Akhir-akhir ini masyarakat sosial media dihebohkan dengan kegiatan pelatihan poligami. Hal itu dilakukan oleh “kiai” dengan peserta seminar mayoritas perempuan. Pada sebuah wawancara di kanal Narasi TV, ia mengaku telah menikah enam kali. Dua istrinya telah diceraikan dengan dalih menopause, sedangkan ia masih menginginkan untuk memiliki keturunan.
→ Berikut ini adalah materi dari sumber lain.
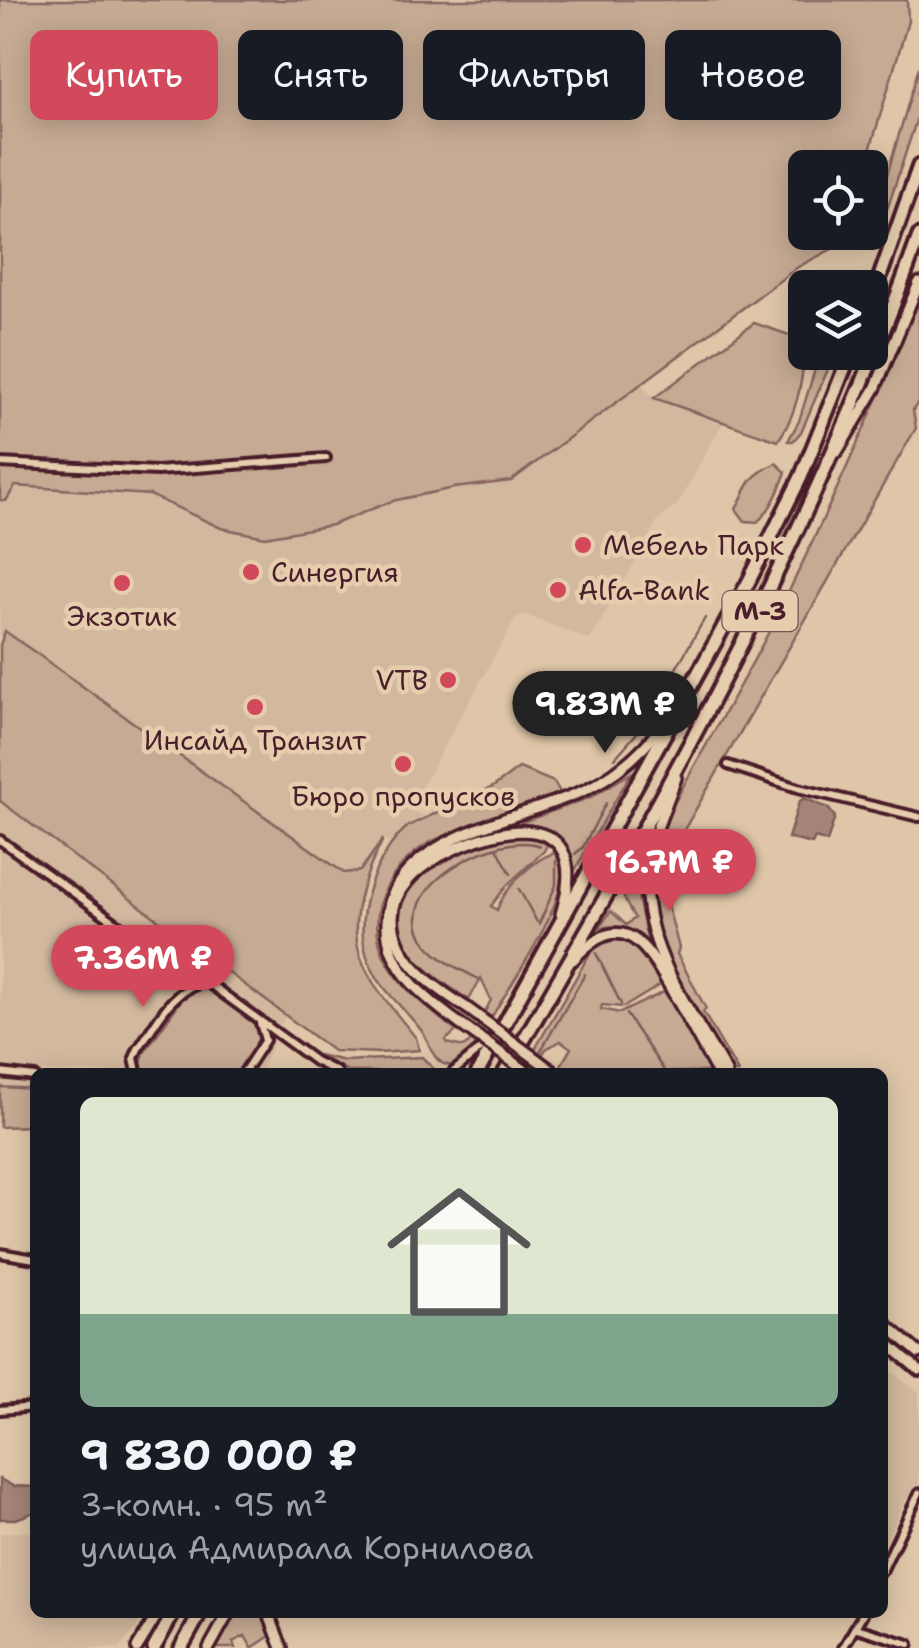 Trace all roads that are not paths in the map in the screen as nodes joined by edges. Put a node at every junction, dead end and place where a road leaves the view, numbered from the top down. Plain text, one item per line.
1 (919, 166) edge
2 (919, 236) edge
3 (882, 270) edge
4 (919, 284) edge
5 (845, 370) edge
6 (326, 458) dead end
7 (0, 464) edge
8 (826, 472) junction
9 (709, 655) junction
10 (688, 747) junction
11 (728, 765) dead end
12 (919, 817) edge
13 (0, 840) edge
14 (554, 938) junction
15 (560, 978) junction
16 (207, 982) junction
17 (258, 1017) junction
18 (504, 1027) junction
19 (136, 1068) edge
20 (246, 1068) edge
21 (329, 1068) edge
22 (459, 1068) edge
23 (480, 1068) edge
24 (506, 1068) edge
25 (520, 1068) edge
26 (549, 1068) edge
27 (715, 1068) edge
28 (724, 1068) edge
29 (0, 1073) edge
30 (30, 1076) edge
31 (0, 1253) edge
32 (30, 1257) edge
33 (888, 1326) edge
34 (888, 1345) edge
35 (919, 1352) edge
36 (919, 1370) edge
37 (30, 1407) edge
38 (0, 1410) edge
39 (919, 1494) edge
40 (888, 1559) edge
41 (155, 1618) edge
42 (171, 1618) edge
43 (198, 1618) edge
44 (225, 1618) edge
45 (270, 1618) edge
46 (861, 1618) edge
47 (857, 1628) junction
48 (909, 1644) dead end
49 (137, 1648) edge
50 (154, 1648) edge
51 (181, 1648) edge
52 (209, 1648) edge
53 (282, 1648) edge
54 (843, 1648) edge

1 - 3 highway
2 - 8 highway, М-3
4 - 8 main road
5 - 9 highway, М-3
6 - 7 street
8 - 10 highway, М-3
9 - 14 highway, М-3
9 - 25 main road, bridge
10 - 15 highway, М-3
10 - 28 main road
11 - 12 street
13 - 16 street
14 - 18 highway, М-3
14 - 26 main road, bridge
15 - 24 highway, М-3
15 - 27 main road
16 - 17 street
16 - 19 street
17 - 20 street
17 - 21 street
18 - 22 street
18 - 23 highway, М-3
29 - 30 street
31 - 32 street
33 - 35 main road
34 - 36 main road
37 - 38 street
39 - 40 street
41 - 49 main road
42 - 50 highway
43 - 51 highway
44 - 52 main road
45 - 53 main road
46 - 47 street
47 - 48 street
47 - 54 street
Yang menjadi argumentasinya adalah Q.S al-Nisa’/4:3 yang kerap juga digunakan oleh orang-orang yang melakukan poligami. Bagaimana sebenarnya ayat tersebut dimaknai oleh ulama-ulama tafsir? Artikel ini akan mengulas pemahaman dan penafsiran ayat tersebut dari perspektif mufasir terkemuka yakni M. Quraish Shihab.

Firman Allah Q.S al-Nisa’/4:3.

وَإِنْ خِفْتُمْ أَلَّا تُقْسِطُوا فِي الْيَتَامَا فَانْكِحُوا مَا طَابلَكُمْ مِنَ النِّسَاءِ مَثْنَا وَثُلَاثوَرُبَاعفَإِنْ خِفْتُمْ أَلَّا تَعْدِلُوا فَوَاحِدَةأَوْ مَا مَلَكَتْ أَيْمَانُكُمذَلِكَ أَدْنَا أَلَّا تَعُولُوا

“Dan jika kamu takut tidak akan dapat Berlaku adil terhadap (hak-hak) perempuan yang yatim (bilamana kamu mengawininya), Maka kawinilah wanita-wanita (lain) yang kamu senangi : dua, tiga atau empat. kemudian jika kamu takut tidak akan dapat Berlaku adil, Maka (kawinilah) seorang saja, atau budak-budak yang kamu miliki. yang demikian itu adalah lebih dekat kepada tidak berbuat aniaya.”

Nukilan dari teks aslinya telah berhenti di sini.